だが収穫はあった。コンスタンスがここに来た理由が分かったからだ。
王妃の命令でここに入れられたのなら、王妃の命令があればここから出ていくことが出来るということだ。これは彼女にとって、事態を打開するための唯一の光明だった。
―何とかして王妃様にこのことを知らせなければ…。でもどうやって…?
打開の糸口はあっても問題は山積だ。ここから直接連絡を入れるとしたら手紙を出すしかないが、王妃の周辺にはリシュリューが多数のスパイを放っているだろう。そのスパイの目を掻い潜って手紙を王妃の元に届けなければならないのだが、そもそも自分は王妃に直接連絡を入れられる立場にない。王妃はもちろん「ルネ」なんて女性は知らないし、一介の銃士が王妃と直接連絡を取れるわけがないのだ。
それと、もう1つ問題があった。ここから手紙を出すということは送付元が尼僧院になるということだ。これでは自分の秘密がバレてしまう。それは何としても避けたかった。
アラミスはかつてないほどめまぐるしく頭を働かせた。
―私が女だと知っていて尚且つコンスタンスのために王妃様と連絡を取ってくれる人…?ダルタニャン?
いや…ダメだ、とアラミスは頭を振る。コンスタンスの話によると、銃士隊はもうラ・ロシェルに向けて出発している。手紙が届く頃にはもう陣営に到着しているだろう。戦場ともなれば、手紙の検閲も厳しくなるはず。リシュリュー側はもとより、敵側のスパイだっているはずだ。
仮に無事に届いたとしても、そこから王妃と連絡を取ることなど不可能だ。王妃に知らせるためには、誰かが王妃の元に行かなければならない。戦場にいる兵士が命令もなく戦線を離脱することなどできないし、手紙を出すにしても先ほど自分が考えたのと同じ問題にぶち当たることになるだろう。
それに、陣営には大勢の兵士がいる。自分の手紙が他の誰かに見られる可能性も考慮に入れなければならなかった。
―ダルタニャンに直接…ともなれば、アトス、ポルトスだって興味を持つことになるだろうし…そうするとあの2人に私が女だということがバレて…。
…とここまで考えたとき、アラミスは重大なことに気が付いた。ダルタニャンには自分の本名を明かしていなかったのだ。尼僧院から「アラミス」の名で出すことはできないし、かと言って本名で出しても誰から来たのか分からないのでは意味がない。

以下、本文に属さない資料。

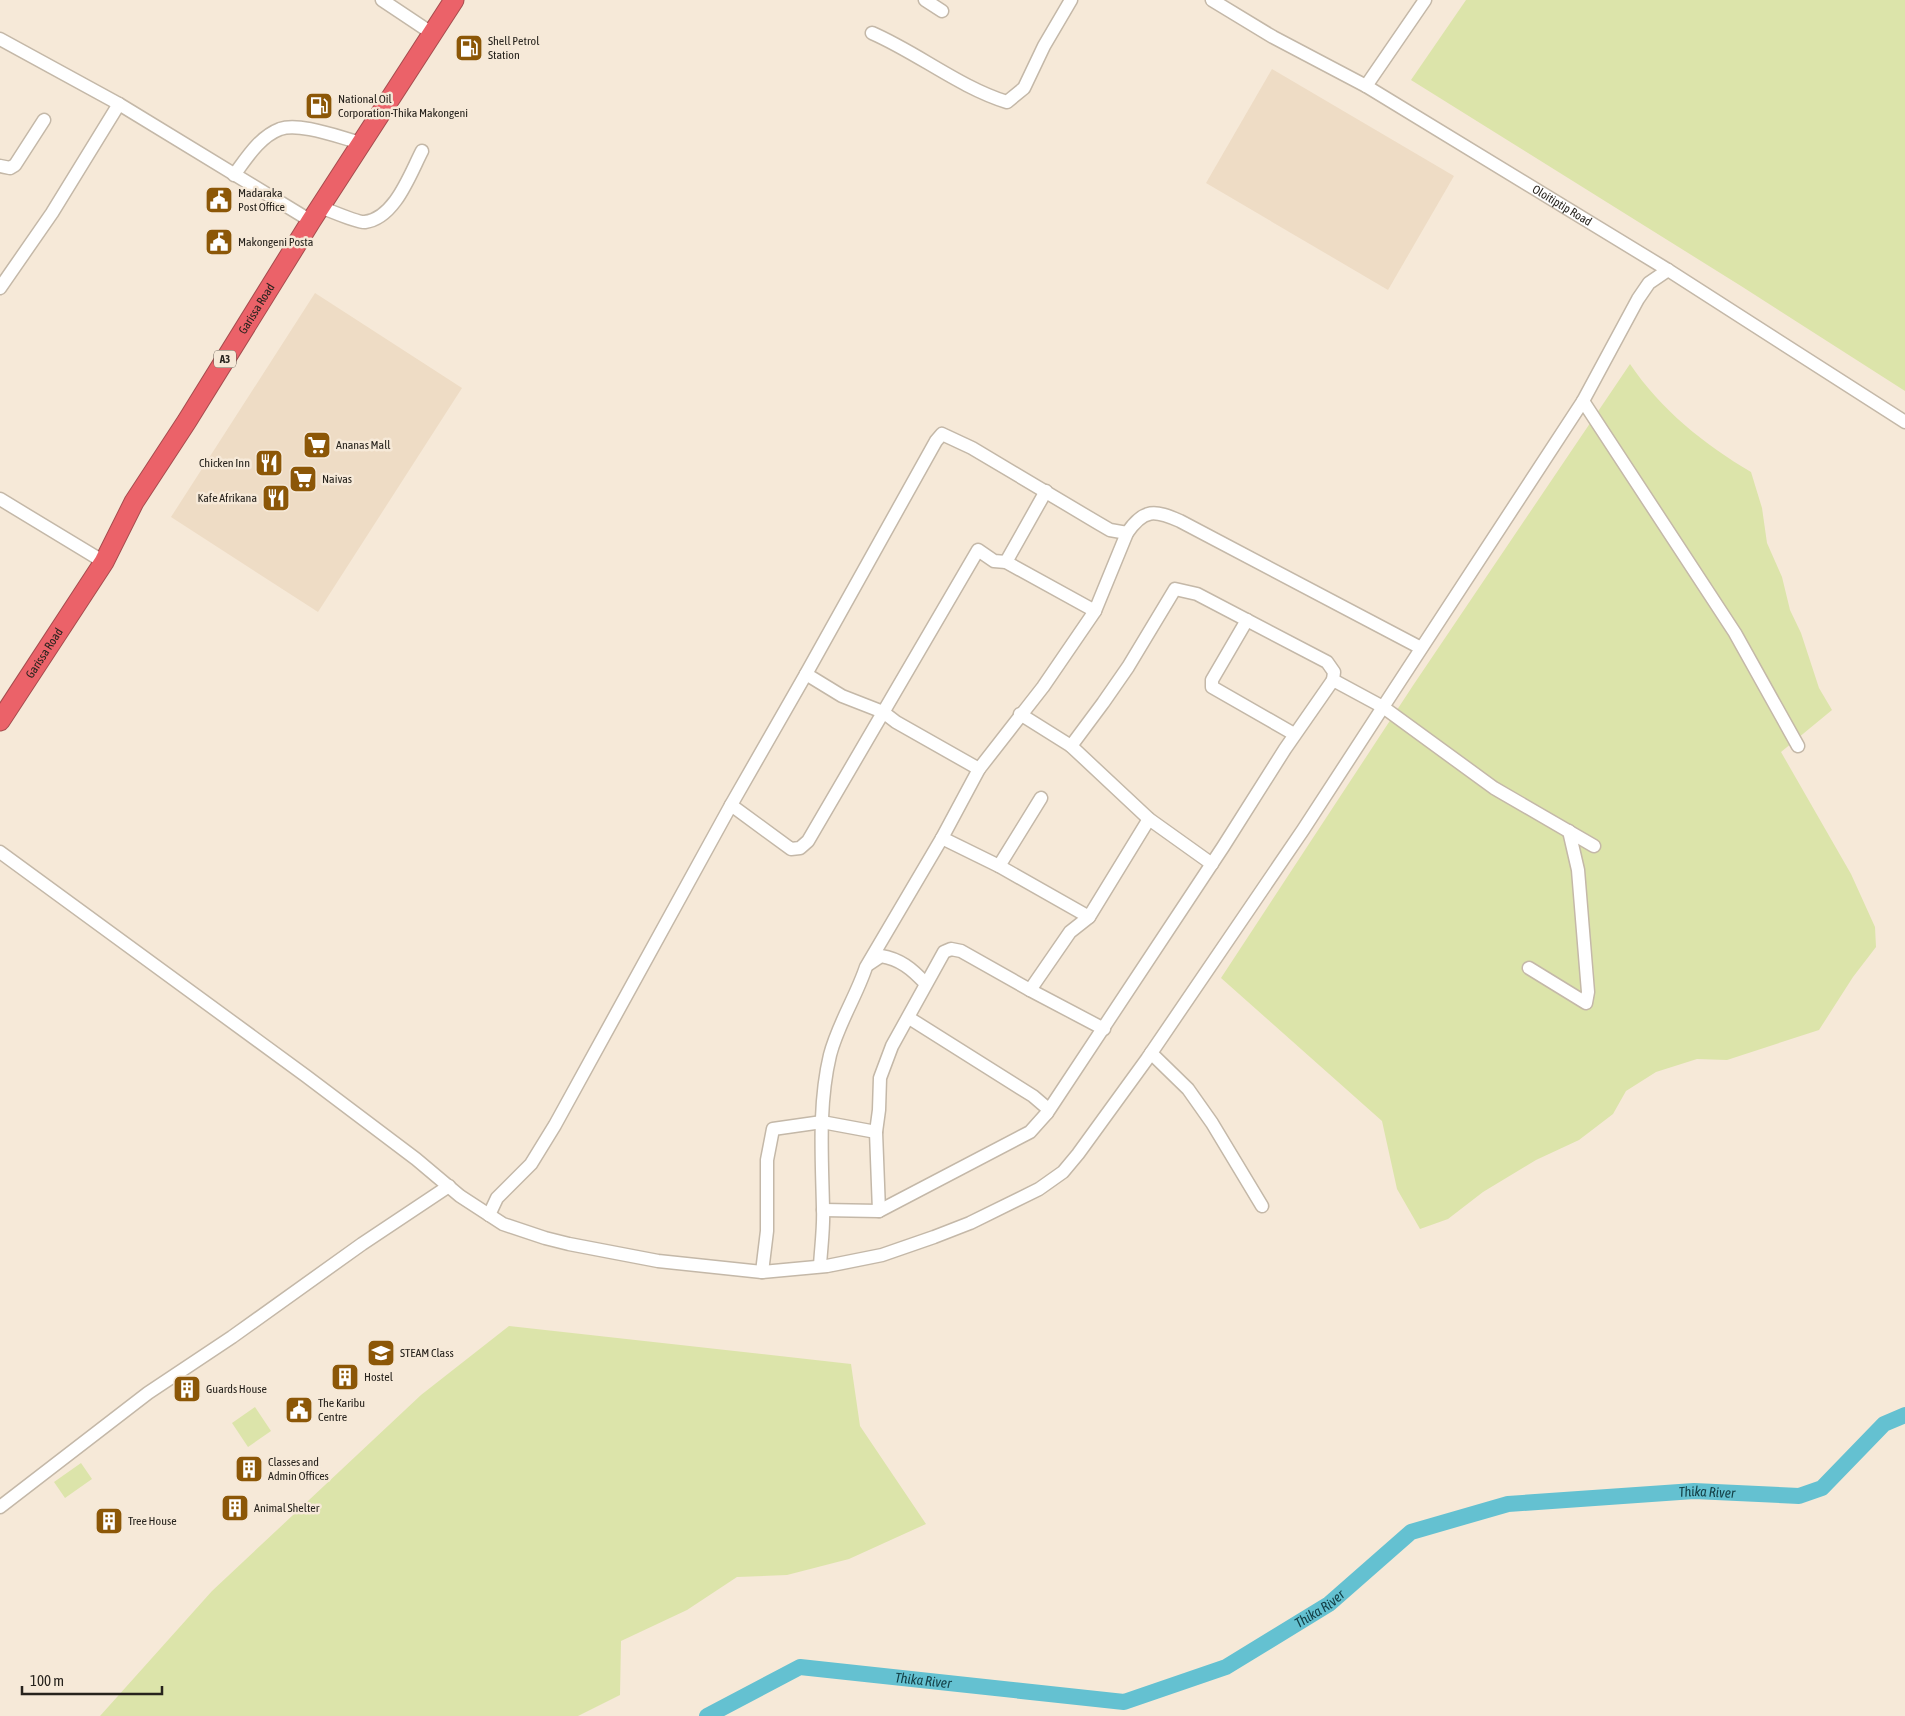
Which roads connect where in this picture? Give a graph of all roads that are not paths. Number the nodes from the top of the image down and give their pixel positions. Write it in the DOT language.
graph roads {
  1 [pos="382,0"];
  2 [pos="454,0"];
  3 [pos="925,0"];
  4 [pos="1071,0"];
  5 [pos="1212,0"];
  6 [pos="1425,0"];
  7 [pos="942,11"];
  8 [pos="872,33"];
  9 [pos="433,34"];
  10 [pos="0,39"];
  11 [pos="1366,86"];
  12 [pos="119,104"];
  13 [pos="44,120"];
  14 [pos="362,143"];
  15 [pos="422,151"];
  16 [pos="0,166"];
  17 [pos="234,175"];
  18 [pos="316,214"];
  19 [pos="1668,270"];
  20 [pos="0,288"];
  21 [pos="1582,401"];
  22 [pos="1905,422"];
  23 [pos="1046,491"];
  24 [pos="0,499"];
  25 [pos="1127,533"];
  26 [pos="104,562"];
  27 [pos="1006,562"];
  28 [pos="1095,611"];
  29 [pos="1247,620"];
  30 [pos="1421,648"];
  31 [pos="806,674"];
  32 [pos="1333,680"];
  33 [pos="1383,707"];
  34 [pos="883,712"];
  35 [pos="1020,714"];
  36 [pos="0,721"];
  37 [pos="1294,734"];
  38 [pos="1071,746"];
  39 [pos="1798,746"];
  40 [pos="979,769"];
  41 [pos="1041,798"];
  42 [pos="731,805"];
  43 [pos="1149,819"];
  44 [pos="1569,831"];
  45 [pos="942,838"];
  46 [pos="1594,846"];
  47 [pos="0,852"];
  48 [pos="1212,864"];
  49 [pos="999,866"];
  50 [pos="1089,918"];
  51 [pos="866,967"];
  52 [pos="1529,968"];
  53 [pos="925,983"];
  54 [pos="1030,990"];
  55 [pos="909,1018"];
  56 [pos="1104,1029"];
  57 [pos="1151,1052"];
  58 [pos="1047,1113"];
  59 [pos="822,1122"];
  60 [pos="876,1132"];
  61 [pos="449,1186"];
  62 [pos="1262,1206"];
  63 [pos="823,1210"];
  64 [pos="879,1211"];
  65 [pos="489,1215"];
  66 [pos="820,1266"];
  67 [pos="762,1272"];
  68 [pos="0,1507"];
  1 -- 9 [label="street"];
  2 -- 9 [label="highway, Garissa Road / A3"];
  3 -- 7 [label="street"];
  4 -- 8 [label="street"];
  5 -- 11 [label="street, Oloitiptip Road"];
  6 -- 11 [label="street"];
  9 -- 14 [label="highway, Garissa Road / A3"];
  10 -- 12 [label="street"];
  11 -- 19 [label="street, Oloitiptip Road"];
  12 -- 17 [label="street"];
  12 -- 20 [label="street"];
  13 -- 16 [label="street"];
  14 -- 17 [label="street"];
  14 -- 18 [label="highway, Garissa Road / A3"];
  15 -- 18 [label="street"];
  17 -- 18 [label="street"];
  18 -- 26 [label="highway, Garissa Road / A3"];
  19 -- 21 [label="street"];
  19 -- 22 [label="street, Oloitiptip Road"];
  21 -- 30 [label="street"];
  21 -- 39 [label="street"];
  23 -- 25 [label="street"];
  23 -- 27 [label="street"];
  23 -- 31 [label="street"];
  24 -- 26 [label="street"];
  25 -- 28 [label="street"];
  25 -- 30 [label="street"];
  26 -- 36 [label="highway, Garissa Road / A3"];
  27 -- 28 [label="street"];
  27 -- 34 [label="street"];
  28 -- 35 [label="street"];
  29 -- 32 [label="street"];
  29 -- 37 [label="street"];
  29 -- 38 [label="street"];
  30 -- 33 [label="street"];
  31 -- 34 [label="street"];
  31 -- 42 [label="street"];
  32 -- 33 [label="street"];
  32 -- 37 [label="street"];
  33 -- 44 [label="street"];
  33 -- 57 [label="street"];
  34 -- 40 [label="street"];
  34 -- 42 [label="street"];
  35 -- 38 [label="street"];
  35 -- 40 [label="street"];
  37 -- 48 [label="street"];
  38 -- 43 [label="street"];
  40 -- 45 [label="street"];
  41 -- 49 [label="street"];
  42 -- 65 [label="street"];
  43 -- 48 [label="street"];
  43 -- 50 [label="street"];
  44 -- 46 [label="street"];
  44 -- 52 [label="street"];
  45 -- 49 [label="street"];
  45 -- 51 [label="street"];
  47 -- 61 [label="street"];
  48 -- 56 [label="street"];
  49 -- 50 [label="street"];
  50 -- 54 [label="street"];
  51 -- 53 [label="street"];
  51 -- 59 [label="street"];
  53 -- 54 [label="street"];
  53 -- 55 [label="street"];
  54 -- 56 [label="street"];
  55 -- 58 [label="street"];
  55 -- 60 [label="street"];
  56 -- 58 [label="street"];
  57 -- 62 [label="street"];
  57 -- 66 [label="street"];
  58 -- 64 [label="street"];
  59 -- 60 [label="street"];
  59 -- 63 [label="street"];
  59 -- 67 [label="street"];
  60 -- 64 [label="street"];
  61 -- 65 [label="street"];
  61 -- 68 [label="street"];
  63 -- 64 [label="street"];
  63 -- 66 [label="street"];
  65 -- 67 [label="street"];
  66 -- 67 [label="street"];
}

―ああ!こんなときジャンとコピーがいてくれれば、ダルタニャンになり王妃様になりトレビル隊長になり、直接連絡を取ってもらうことができるのに…!!
アラミスはもどかしさのあまり何かに八つ当たりしたい衝動に駆られたが、適当なものが見当たらず、とりあえず少し外の空気に当たって気を落ち着かせようと窓を開けた。その時ふと、
―そうだ…トレビル隊長なら!!
トレビルなら自分が女であることも、もちろん本名だって知っているのだから何の問題もない。しかも自分はトレビルの縁者だ。修道院にいる親戚の娘が、戦地に赴く小父を気遣って手紙をよこすなど、どこに不自然な点があるというのだろう!銃士隊長であるトレビルは王宮内に独自のパイプを持っている。リシュリューのスパイを掻い潜って何とかして王妃とコンタクトを取ってくれるはずだ。
トレビルがコンスタンスの件を知っているのかどうか一瞬疑問に思ったが、コンスタンスが誰にも何も言わず行方をくらませたら、ダルタニャンが大騒ぎするだろう。事を荒立てないようにするために、王妃がトレビルを通してダルタニャンにある程度の情報を伝えているということは十分に考えられる。彼女はそれに賭けることにした。
アラミスは急いで机に駆け寄ると紙をペンを出した。少しずつ文章を練りながら、ゆっくりとペンを走らせていく。
お懐かしい小父様
私がここベチューヌに来て、早いもので半年が過ぎようとしています。こちらの生活にも大分慣れてまいりました。世俗のように変化に満ちた生活ではありませんが、主と共にある日々を大変幸福に感じております。生来のお転婆でいつも小父様方のお心を煩わせていた私が、このような穏やかな生活で心満たされるとは、これこそ主の御業というものかもしれません。
そうそう、主の御業といえば、先日こちらの修道院に私の知り合いの方が2名ほど、ご厄介になっていることを知りました。一人はスイスで雪崩に遭って以降行方知れずとなっていた、小父様も良くご存じのあのご婦人。もう一人は、やはり小父様もよくご存じの、私の友人が大変大事になさっている、あの娘さんです。
娘さんの方は都からいらしたばかりで、私が何かと世話を焼いているのですが、都からいらしたばかりの若い方にはこのベチューヌの空気は身体に合わないようです。ロレーヌか、ベルギーあたりの方が空気がきれいだと聞いております。どうか娘さんの後見の方に、宜しくおとりなし下さいますよう。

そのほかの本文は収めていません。